All golden ages are mythic. The one to which presidential candidates advert is no exception, growing from the idealized family of the 1950s, itself an idealized version of the family in the Depression Era, a bulwark of us-against-them struggle in the face of hard times. Those who lived in the 1950s—and in the 1920s and 1930s, though there are fewer of them left every day—will tell you that the reality was far different.
One of the cornerstones of the golden age is the notion of the family made up of partners who were monogamous, with sex contained within marriage. The census records show that, throughout our history, this was not always the case. Premarital pregnancy rates in most American states have never fallen below 10 percent, and sometimes have reached 30 percent, especially in rural areas. Little shame was attached to these out-of-wedlock adventures until recently. “Before the nineteenth century,” Gillis maintains, “no great fuss was made about premarital pregnancy or even illegitimate birth as long as the community was assured that it would not be unduly burdened by the child.” Indeed, childless couples were viewed as being somehow more unnatural than unwed teenage mothers, a view that still obtains in many parts of the world.
Another golden-age cornerstone is the presence of a father quietly prepared for all crises and on hand at every formative moment of his children’s lives. But throughout much of history, American fathers—and mothers—worked such long hours that they saw their children only on Sundays, their one day off. Leisure hours expanded in the 1950s and 1960s, but have since contracted again, and parents, at least those who have jobs, are likely to be absent as well from their children’s lives. Compulsory education was initially meant to be a remedy for this situation, replacing the ever-present parents of family workshop and farm with the authority of the state in loco parentis. Parents were left to carve out “quality time” for their families—as much a concern in Victorian times as now—in the tattered remnants of the week.

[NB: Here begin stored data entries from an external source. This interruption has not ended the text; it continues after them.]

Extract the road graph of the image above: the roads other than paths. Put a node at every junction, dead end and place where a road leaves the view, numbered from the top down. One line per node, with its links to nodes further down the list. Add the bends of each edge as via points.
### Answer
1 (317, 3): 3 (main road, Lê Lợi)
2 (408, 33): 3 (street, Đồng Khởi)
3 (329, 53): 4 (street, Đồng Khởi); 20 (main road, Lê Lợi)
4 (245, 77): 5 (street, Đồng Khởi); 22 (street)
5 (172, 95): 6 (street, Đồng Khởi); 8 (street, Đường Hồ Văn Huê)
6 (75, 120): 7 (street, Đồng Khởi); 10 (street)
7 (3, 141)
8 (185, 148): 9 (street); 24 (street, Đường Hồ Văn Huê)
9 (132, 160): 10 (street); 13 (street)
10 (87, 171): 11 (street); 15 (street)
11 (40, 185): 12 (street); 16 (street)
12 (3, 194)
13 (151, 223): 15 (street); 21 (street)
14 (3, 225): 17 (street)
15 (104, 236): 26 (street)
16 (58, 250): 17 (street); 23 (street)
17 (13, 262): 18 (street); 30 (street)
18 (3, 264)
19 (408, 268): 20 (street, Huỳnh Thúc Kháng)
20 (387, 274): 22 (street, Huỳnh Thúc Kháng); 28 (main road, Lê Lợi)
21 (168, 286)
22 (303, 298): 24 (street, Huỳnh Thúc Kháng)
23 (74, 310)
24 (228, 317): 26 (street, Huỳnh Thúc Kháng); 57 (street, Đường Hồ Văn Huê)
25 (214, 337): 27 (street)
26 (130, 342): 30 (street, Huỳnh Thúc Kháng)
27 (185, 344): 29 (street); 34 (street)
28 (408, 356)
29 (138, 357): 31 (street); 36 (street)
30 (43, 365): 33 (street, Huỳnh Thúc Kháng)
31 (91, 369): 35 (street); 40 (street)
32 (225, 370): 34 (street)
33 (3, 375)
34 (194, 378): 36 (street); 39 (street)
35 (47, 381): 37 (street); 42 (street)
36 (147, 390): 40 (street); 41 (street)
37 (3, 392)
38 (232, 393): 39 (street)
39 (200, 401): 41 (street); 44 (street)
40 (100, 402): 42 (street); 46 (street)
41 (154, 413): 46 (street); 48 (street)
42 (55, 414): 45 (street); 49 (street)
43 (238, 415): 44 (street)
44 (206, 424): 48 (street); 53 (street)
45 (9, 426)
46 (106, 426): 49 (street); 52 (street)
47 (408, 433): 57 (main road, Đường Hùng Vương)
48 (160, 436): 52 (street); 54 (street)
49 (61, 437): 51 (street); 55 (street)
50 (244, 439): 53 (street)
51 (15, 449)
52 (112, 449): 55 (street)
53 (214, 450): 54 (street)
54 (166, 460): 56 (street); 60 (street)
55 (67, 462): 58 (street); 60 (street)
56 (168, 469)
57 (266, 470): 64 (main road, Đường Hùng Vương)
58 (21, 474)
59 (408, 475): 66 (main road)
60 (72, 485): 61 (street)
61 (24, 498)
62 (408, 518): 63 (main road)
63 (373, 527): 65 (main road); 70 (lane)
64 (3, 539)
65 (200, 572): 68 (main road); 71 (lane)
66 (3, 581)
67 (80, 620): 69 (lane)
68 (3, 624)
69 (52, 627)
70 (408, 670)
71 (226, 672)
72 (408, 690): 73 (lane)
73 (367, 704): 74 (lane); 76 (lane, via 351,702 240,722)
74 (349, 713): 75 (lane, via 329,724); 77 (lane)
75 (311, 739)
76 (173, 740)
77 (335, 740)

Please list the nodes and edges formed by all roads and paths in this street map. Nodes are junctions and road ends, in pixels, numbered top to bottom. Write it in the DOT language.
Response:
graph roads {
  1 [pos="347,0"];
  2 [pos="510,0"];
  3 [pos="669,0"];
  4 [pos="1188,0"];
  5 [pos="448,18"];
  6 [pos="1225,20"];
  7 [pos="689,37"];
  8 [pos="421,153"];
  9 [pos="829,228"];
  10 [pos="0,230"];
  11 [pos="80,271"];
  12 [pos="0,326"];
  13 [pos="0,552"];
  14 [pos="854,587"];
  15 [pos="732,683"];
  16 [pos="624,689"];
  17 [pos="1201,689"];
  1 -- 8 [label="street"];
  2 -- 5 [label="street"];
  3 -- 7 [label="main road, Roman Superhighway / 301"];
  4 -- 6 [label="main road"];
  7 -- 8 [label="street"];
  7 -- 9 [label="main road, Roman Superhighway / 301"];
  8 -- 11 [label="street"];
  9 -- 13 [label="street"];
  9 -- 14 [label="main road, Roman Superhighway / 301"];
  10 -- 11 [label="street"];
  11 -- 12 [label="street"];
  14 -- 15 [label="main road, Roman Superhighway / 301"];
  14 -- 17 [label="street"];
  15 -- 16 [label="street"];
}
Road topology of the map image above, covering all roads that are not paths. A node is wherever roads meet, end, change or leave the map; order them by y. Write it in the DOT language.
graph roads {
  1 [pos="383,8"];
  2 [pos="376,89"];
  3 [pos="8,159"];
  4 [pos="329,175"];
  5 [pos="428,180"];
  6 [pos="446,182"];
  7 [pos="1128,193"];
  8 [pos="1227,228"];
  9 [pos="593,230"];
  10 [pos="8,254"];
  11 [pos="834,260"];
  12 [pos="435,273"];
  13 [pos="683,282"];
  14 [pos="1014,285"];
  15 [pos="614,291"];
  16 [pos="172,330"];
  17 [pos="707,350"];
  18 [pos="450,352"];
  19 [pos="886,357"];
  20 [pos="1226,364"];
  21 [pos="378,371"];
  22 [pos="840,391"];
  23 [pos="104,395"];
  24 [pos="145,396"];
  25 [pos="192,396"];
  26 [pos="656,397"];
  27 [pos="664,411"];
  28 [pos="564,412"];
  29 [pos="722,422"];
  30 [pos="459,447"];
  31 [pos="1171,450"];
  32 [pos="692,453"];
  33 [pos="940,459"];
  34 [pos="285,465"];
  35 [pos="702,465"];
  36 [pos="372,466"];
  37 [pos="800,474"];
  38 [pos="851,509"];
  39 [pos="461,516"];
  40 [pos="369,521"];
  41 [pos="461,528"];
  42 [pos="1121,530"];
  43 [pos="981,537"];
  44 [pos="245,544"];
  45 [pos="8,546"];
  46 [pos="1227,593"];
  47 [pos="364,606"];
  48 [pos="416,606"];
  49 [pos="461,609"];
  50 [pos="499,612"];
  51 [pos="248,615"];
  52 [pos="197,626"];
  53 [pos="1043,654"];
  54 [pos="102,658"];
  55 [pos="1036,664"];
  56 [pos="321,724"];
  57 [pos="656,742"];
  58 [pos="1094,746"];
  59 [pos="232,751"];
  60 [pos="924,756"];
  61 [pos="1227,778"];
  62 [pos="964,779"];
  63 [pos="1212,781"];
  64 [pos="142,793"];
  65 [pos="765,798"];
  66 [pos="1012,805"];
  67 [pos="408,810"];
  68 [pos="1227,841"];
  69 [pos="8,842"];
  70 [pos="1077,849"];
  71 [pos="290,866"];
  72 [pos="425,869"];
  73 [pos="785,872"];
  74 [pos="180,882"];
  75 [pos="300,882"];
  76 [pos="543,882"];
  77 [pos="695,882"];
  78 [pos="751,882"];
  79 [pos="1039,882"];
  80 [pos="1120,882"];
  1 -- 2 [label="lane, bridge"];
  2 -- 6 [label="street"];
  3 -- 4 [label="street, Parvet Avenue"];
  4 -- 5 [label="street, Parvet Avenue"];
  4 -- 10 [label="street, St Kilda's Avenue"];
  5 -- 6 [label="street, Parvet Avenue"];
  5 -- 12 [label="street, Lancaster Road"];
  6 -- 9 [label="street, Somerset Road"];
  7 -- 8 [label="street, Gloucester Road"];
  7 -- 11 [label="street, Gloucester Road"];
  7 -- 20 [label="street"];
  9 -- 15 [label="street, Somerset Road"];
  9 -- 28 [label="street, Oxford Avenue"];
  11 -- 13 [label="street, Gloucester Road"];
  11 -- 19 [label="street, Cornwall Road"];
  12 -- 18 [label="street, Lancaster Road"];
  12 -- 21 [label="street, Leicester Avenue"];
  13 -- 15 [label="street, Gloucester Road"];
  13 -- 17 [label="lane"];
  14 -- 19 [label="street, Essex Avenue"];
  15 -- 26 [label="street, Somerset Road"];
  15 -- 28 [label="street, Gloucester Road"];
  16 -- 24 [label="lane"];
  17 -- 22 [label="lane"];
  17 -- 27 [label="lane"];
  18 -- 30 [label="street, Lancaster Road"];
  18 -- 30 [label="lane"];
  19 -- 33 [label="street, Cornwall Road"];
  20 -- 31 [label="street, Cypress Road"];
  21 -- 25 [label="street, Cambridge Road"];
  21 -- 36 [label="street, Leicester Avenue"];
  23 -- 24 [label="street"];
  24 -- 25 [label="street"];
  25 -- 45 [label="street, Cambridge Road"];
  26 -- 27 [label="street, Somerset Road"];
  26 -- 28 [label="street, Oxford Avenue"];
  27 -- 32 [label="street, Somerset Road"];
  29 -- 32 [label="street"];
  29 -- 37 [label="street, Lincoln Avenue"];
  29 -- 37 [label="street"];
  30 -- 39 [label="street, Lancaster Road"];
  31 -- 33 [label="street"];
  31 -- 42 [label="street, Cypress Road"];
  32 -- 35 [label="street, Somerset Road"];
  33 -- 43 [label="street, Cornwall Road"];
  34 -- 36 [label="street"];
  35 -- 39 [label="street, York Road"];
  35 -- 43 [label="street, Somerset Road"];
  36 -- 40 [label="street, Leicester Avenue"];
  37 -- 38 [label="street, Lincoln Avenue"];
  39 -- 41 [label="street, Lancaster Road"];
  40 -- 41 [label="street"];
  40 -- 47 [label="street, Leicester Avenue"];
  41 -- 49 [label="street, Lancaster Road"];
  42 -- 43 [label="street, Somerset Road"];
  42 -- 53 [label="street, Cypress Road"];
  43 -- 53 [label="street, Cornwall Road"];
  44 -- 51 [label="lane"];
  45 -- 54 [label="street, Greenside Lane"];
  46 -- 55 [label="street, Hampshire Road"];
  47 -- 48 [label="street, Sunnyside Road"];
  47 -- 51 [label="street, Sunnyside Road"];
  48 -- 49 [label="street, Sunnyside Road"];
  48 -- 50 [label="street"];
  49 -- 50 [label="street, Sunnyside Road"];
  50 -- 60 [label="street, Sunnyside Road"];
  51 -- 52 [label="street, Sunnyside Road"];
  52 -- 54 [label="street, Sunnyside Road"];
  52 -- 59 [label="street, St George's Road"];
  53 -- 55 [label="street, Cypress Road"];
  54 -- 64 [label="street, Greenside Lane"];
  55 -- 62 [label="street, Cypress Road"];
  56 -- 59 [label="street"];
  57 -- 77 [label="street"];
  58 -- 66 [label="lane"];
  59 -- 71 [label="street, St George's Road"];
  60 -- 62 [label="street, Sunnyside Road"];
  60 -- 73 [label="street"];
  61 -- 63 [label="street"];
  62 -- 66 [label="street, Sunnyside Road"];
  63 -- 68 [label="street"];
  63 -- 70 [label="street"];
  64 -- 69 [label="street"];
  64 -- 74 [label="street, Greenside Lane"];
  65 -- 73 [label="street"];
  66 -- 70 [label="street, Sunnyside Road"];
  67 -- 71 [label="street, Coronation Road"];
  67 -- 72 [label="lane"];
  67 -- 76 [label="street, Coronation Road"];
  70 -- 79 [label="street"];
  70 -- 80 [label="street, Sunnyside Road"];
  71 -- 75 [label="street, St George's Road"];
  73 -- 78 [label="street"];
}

The golden age may never have existed, but it exerts a powerful influence on us. Among its manifestations, too, are the self-styled family restaurants that seem to dot every street corner, the soups and microwave-heated dinners marketed as homemade, and even the fact that some Las Vegas casinos are marketed as family destinations.
Times are changing; from 1970 to 2006, the number of American households made up of one person has increased from 13 to 26 percent of the total, while the percentage of children living with a single parent more than doubled. The trend continues. Yet the family itself endures, bending rather than breaking, through mechanisms like shared custody of children and, yes, same-sex marriage.
This is far from the television ideal of old; even the Simpsons live under one roof, while the Ricardos, one foot on the bedroom floor, and their cohort were resolutely heterosexual. It is far from the ideal that many of us, particularly the elders of the tribe, hold in our minds. But to yearn for a golden past that restores a condition in which men are the producers and women the directors of the real-life family drama is misguided. Watch for how that yearning plays out in this election.